[Opening PROVIDED ENTRIES section]

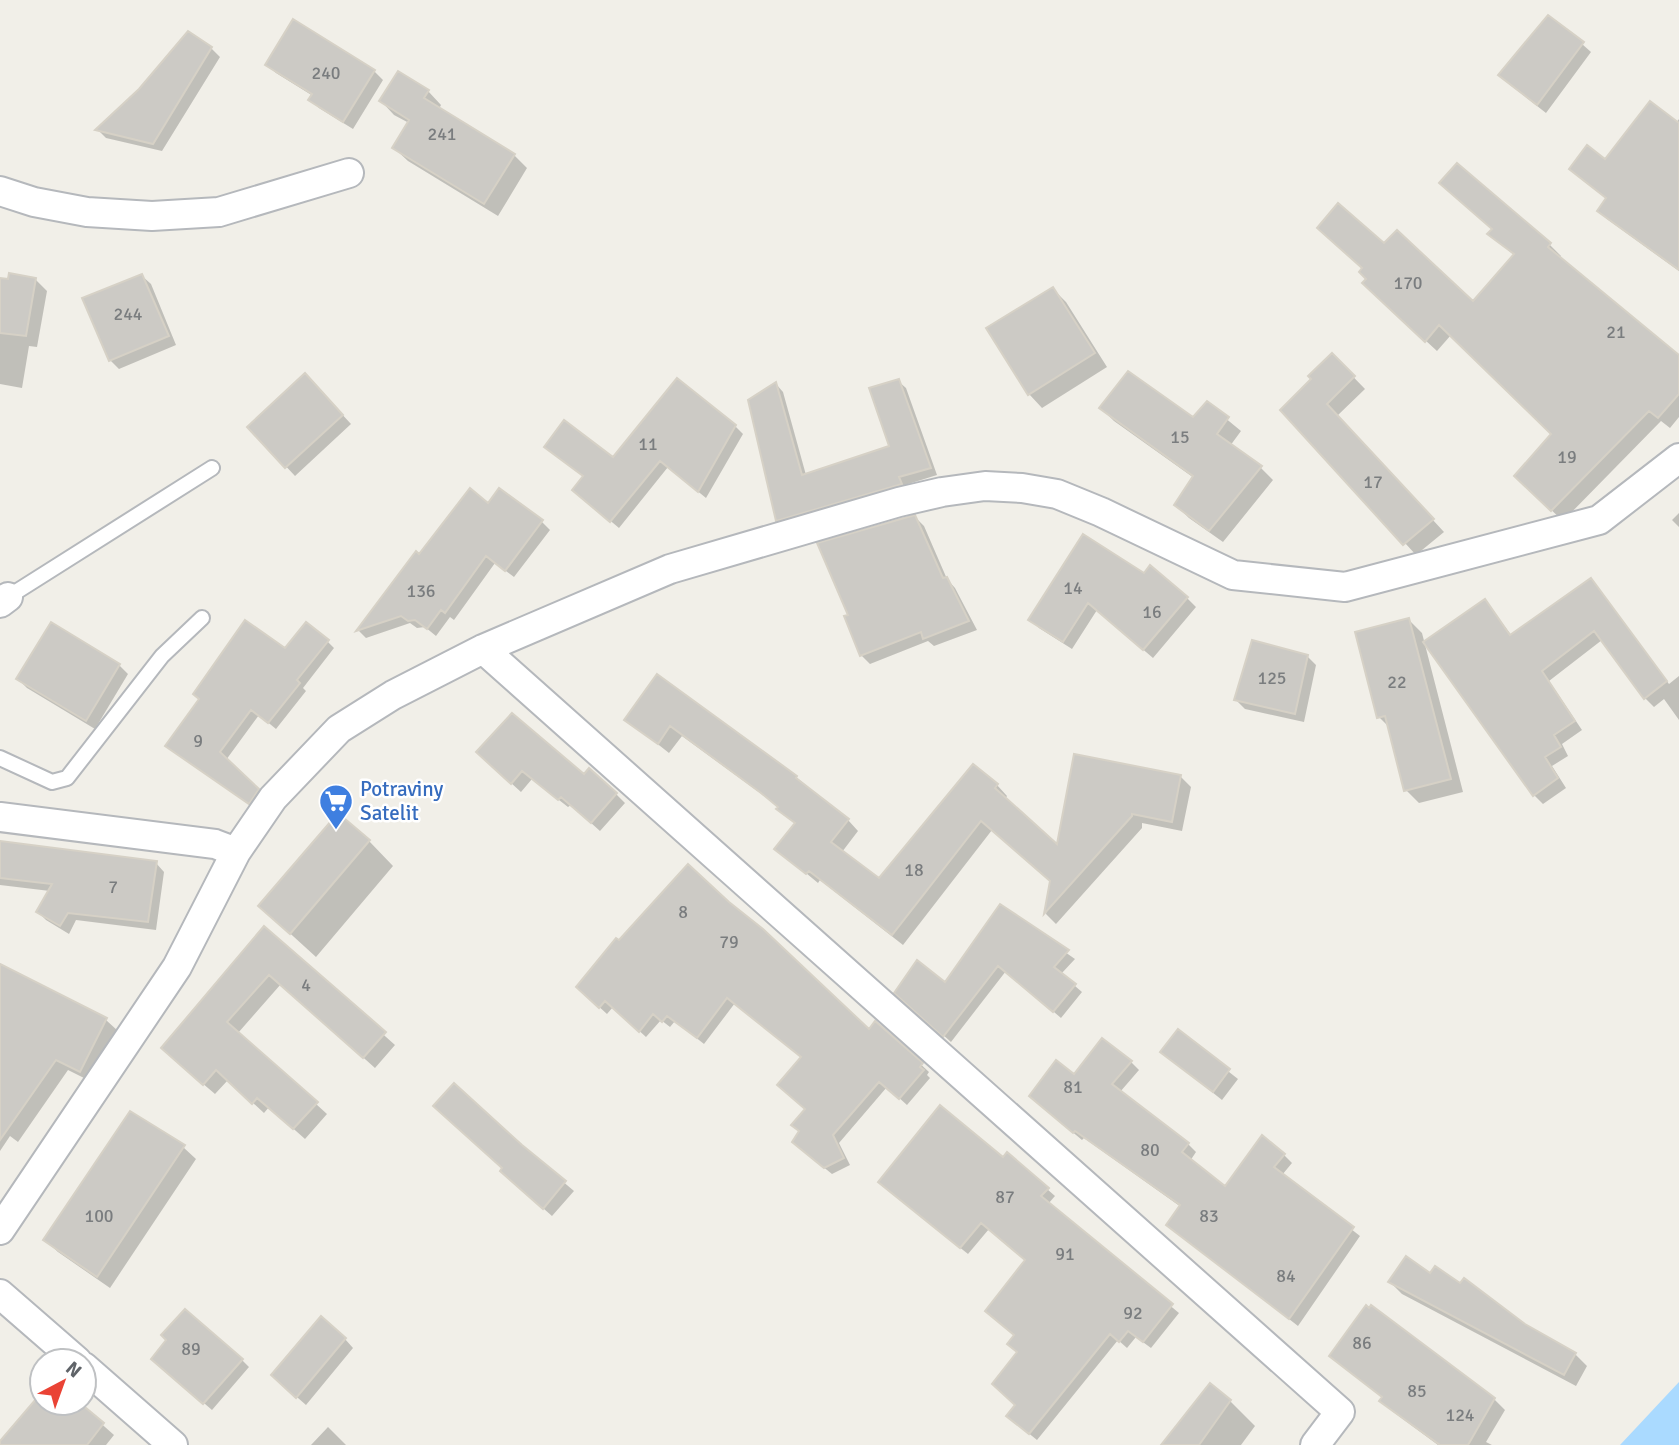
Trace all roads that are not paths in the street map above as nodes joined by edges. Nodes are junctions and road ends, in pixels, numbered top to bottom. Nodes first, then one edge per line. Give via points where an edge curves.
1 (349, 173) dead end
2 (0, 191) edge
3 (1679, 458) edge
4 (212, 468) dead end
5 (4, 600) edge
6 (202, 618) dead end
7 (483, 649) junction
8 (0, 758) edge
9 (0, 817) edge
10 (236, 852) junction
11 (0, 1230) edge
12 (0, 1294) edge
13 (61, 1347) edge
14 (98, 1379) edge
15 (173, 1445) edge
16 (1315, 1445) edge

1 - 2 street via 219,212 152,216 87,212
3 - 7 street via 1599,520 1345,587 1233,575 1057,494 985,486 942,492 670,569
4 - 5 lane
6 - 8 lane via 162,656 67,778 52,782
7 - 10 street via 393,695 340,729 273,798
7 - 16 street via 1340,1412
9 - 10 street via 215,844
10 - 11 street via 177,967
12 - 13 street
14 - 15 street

[Closing PROVIDED ENTRIES section]

- [WORK ITEM]
Give back the full listing exactly, with pictures dropped.

- [ANSWER BOX]
Trace all roads that are not paths in the street map above as nodes joined by edges. Nodes are junctions and road ends, in pixels, numbered top to bottom. Nodes first, then one edge per line. Give via points where an edge curves.
1 (349, 173) dead end
2 (0, 191) edge
3 (1679, 458) edge
4 (212, 468) dead end
5 (4, 600) edge
6 (202, 618) dead end
7 (483, 649) junction
8 (0, 758) edge
9 (0, 817) edge
10 (236, 852) junction
11 (0, 1230) edge
12 (0, 1294) edge
13 (61, 1347) edge
14 (98, 1379) edge
15 (173, 1445) edge
16 (1315, 1445) edge

1 - 2 street via 219,212 152,216 87,212
3 - 7 street via 1599,520 1345,587 1233,575 1057,494 985,486 942,492 670,569
4 - 5 lane
6 - 8 lane via 162,656 67,778 52,782
7 - 10 street via 393,695 340,729 273,798
7 - 16 street via 1340,1412
9 - 10 street via 215,844
10 - 11 street via 177,967
12 - 13 street
14 - 15 street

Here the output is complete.